Prompt —
Copy each entry below without any change.

Dataset entries —
————————

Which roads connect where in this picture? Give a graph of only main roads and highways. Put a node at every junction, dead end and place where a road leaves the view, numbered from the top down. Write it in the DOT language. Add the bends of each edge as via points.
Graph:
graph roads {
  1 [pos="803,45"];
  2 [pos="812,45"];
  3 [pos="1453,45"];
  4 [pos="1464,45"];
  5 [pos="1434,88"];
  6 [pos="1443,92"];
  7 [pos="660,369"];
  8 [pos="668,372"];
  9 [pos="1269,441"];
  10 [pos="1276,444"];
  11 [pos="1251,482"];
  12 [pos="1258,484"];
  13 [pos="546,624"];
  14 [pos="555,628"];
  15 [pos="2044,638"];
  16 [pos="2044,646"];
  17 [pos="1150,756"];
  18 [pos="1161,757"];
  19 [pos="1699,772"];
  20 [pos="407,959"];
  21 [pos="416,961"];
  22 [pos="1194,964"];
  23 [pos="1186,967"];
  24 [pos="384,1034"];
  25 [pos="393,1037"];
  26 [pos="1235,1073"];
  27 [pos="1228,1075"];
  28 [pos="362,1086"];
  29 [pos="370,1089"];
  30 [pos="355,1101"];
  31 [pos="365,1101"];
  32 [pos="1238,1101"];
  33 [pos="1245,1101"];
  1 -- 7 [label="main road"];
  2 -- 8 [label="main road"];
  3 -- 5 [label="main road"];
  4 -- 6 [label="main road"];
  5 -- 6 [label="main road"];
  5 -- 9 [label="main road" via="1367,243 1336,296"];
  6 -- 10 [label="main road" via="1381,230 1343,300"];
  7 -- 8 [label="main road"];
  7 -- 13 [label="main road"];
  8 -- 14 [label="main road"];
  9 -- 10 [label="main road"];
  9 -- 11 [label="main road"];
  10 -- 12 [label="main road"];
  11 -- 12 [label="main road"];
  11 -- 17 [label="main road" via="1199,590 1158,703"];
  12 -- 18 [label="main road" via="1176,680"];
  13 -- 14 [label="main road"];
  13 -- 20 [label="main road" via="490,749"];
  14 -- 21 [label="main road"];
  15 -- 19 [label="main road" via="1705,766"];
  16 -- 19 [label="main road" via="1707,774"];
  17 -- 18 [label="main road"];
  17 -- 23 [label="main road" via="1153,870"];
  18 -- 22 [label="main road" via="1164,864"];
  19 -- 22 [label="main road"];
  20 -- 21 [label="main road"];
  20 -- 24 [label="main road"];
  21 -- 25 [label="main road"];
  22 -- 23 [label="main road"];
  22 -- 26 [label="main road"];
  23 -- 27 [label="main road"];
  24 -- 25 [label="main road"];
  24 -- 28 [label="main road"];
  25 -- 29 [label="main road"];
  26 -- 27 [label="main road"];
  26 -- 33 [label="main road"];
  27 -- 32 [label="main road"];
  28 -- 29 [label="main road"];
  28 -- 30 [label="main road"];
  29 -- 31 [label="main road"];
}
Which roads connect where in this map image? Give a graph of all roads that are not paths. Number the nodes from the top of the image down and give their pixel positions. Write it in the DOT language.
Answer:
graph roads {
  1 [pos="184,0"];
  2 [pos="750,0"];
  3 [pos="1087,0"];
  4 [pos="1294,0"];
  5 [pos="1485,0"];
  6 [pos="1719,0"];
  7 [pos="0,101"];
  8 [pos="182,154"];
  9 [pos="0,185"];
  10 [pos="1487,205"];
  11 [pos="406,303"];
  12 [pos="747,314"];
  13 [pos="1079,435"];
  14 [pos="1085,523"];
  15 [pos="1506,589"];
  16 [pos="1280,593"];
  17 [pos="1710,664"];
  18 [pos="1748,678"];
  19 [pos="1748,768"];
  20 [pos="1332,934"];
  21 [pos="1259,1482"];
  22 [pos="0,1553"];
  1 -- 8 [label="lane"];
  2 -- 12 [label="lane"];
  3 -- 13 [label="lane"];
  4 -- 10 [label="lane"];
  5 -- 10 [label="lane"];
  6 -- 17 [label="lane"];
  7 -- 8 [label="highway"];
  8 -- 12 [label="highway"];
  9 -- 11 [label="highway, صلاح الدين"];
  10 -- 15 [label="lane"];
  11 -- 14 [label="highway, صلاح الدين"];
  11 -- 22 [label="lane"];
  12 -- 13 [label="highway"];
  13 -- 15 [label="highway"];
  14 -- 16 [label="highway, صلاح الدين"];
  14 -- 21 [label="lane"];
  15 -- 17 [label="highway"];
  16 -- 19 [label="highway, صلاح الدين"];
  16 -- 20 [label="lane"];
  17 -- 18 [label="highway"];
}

————————

Answer box —
Which roads connect where in this picture? Give a graph of only main roads and highways. Put a node at every junction, dead end and place where a road leaves the view, numbered from the top down. Write it in the DOT language. Add the bends of each edge as via points.
Graph:
graph roads {
  1 [pos="803,45"];
  2 [pos="812,45"];
  3 [pos="1453,45"];
  4 [pos="1464,45"];
  5 [pos="1434,88"];
  6 [pos="1443,92"];
  7 [pos="660,369"];
  8 [pos="668,372"];
  9 [pos="1269,441"];
  10 [pos="1276,444"];
  11 [pos="1251,482"];
  12 [pos="1258,484"];
  13 [pos="546,624"];
  14 [pos="555,628"];
  15 [pos="2044,638"];
  16 [pos="2044,646"];
  17 [pos="1150,756"];
  18 [pos="1161,757"];
  19 [pos="1699,772"];
  20 [pos="407,959"];
  21 [pos="416,961"];
  22 [pos="1194,964"];
  23 [pos="1186,967"];
  24 [pos="384,1034"];
  25 [pos="393,1037"];
  26 [pos="1235,1073"];
  27 [pos="1228,1075"];
  28 [pos="362,1086"];
  29 [pos="370,1089"];
  30 [pos="355,1101"];
  31 [pos="365,1101"];
  32 [pos="1238,1101"];
  33 [pos="1245,1101"];
  1 -- 7 [label="main road"];
  2 -- 8 [label="main road"];
  3 -- 5 [label="main road"];
  4 -- 6 [label="main road"];
  5 -- 6 [label="main road"];
  5 -- 9 [label="main road" via="1367,243 1336,296"];
  6 -- 10 [label="main road" via="1381,230 1343,300"];
  7 -- 8 [label="main road"];
  7 -- 13 [label="main road"];
  8 -- 14 [label="main road"];
  9 -- 10 [label="main road"];
  9 -- 11 [label="main road"];
  10 -- 12 [label="main road"];
  11 -- 12 [label="main road"];
  11 -- 17 [label="main road" via="1199,590 1158,703"];
  12 -- 18 [label="main road" via="1176,680"];
  13 -- 14 [label="main road"];
  13 -- 20 [label="main road" via="490,749"];
  14 -- 21 [label="main road"];
  15 -- 19 [label="main road" via="1705,766"];
  16 -- 19 [label="main road" via="1707,774"];
  17 -- 18 [label="main road"];
  17 -- 23 [label="main road" via="1153,870"];
  18 -- 22 [label="main road" via="1164,864"];
  19 -- 22 [label="main road"];
  20 -- 21 [label="main road"];
  20 -- 24 [label="main road"];
  21 -- 25 [label="main road"];
  22 -- 23 [label="main road"];
  22 -- 26 [label="main road"];
  23 -- 27 [label="main road"];
  24 -- 25 [label="main road"];
  24 -- 28 [label="main road"];
  25 -- 29 [label="main road"];
  26 -- 27 [label="main road"];
  26 -- 33 [label="main road"];
  27 -- 32 [label="main road"];
  28 -- 29 [label="main road"];
  28 -- 30 [label="main road"];
  29 -- 31 [label="main road"];
}
Which roads connect where in this map image? Give a graph of all roads that are not paths. Number the nodes from the top of the image down and give their pixel positions. Write it in the DOT language.
Answer:
graph roads {
  1 [pos="184,0"];
  2 [pos="750,0"];
  3 [pos="1087,0"];
  4 [pos="1294,0"];
  5 [pos="1485,0"];
  6 [pos="1719,0"];
  7 [pos="0,101"];
  8 [pos="182,154"];
  9 [pos="0,185"];
  10 [pos="1487,205"];
  11 [pos="406,303"];
  12 [pos="747,314"];
  13 [pos="1079,435"];
  14 [pos="1085,523"];
  15 [pos="1506,589"];
  16 [pos="1280,593"];
  17 [pos="1710,664"];
  18 [pos="1748,678"];
  19 [pos="1748,768"];
  20 [pos="1332,934"];
  21 [pos="1259,1482"];
  22 [pos="0,1553"];
  1 -- 8 [label="lane"];
  2 -- 12 [label="lane"];
  3 -- 13 [label="lane"];
  4 -- 10 [label="lane"];
  5 -- 10 [label="lane"];
  6 -- 17 [label="lane"];
  7 -- 8 [label="highway"];
  8 -- 12 [label="highway"];
  9 -- 11 [label="highway, صلاح الدين"];
  10 -- 15 [label="lane"];
  11 -- 14 [label="highway, صلاح الدين"];
  11 -- 22 [label="lane"];
  12 -- 13 [label="highway"];
  13 -- 15 [label="highway"];
  14 -- 16 [label="highway, صلاح الدين"];
  14 -- 21 [label="lane"];
  15 -- 17 [label="highway"];
  16 -- 19 [label="highway, صلاح الدين"];
  16 -- 20 [label="lane"];
  17 -- 18 [label="highway"];
}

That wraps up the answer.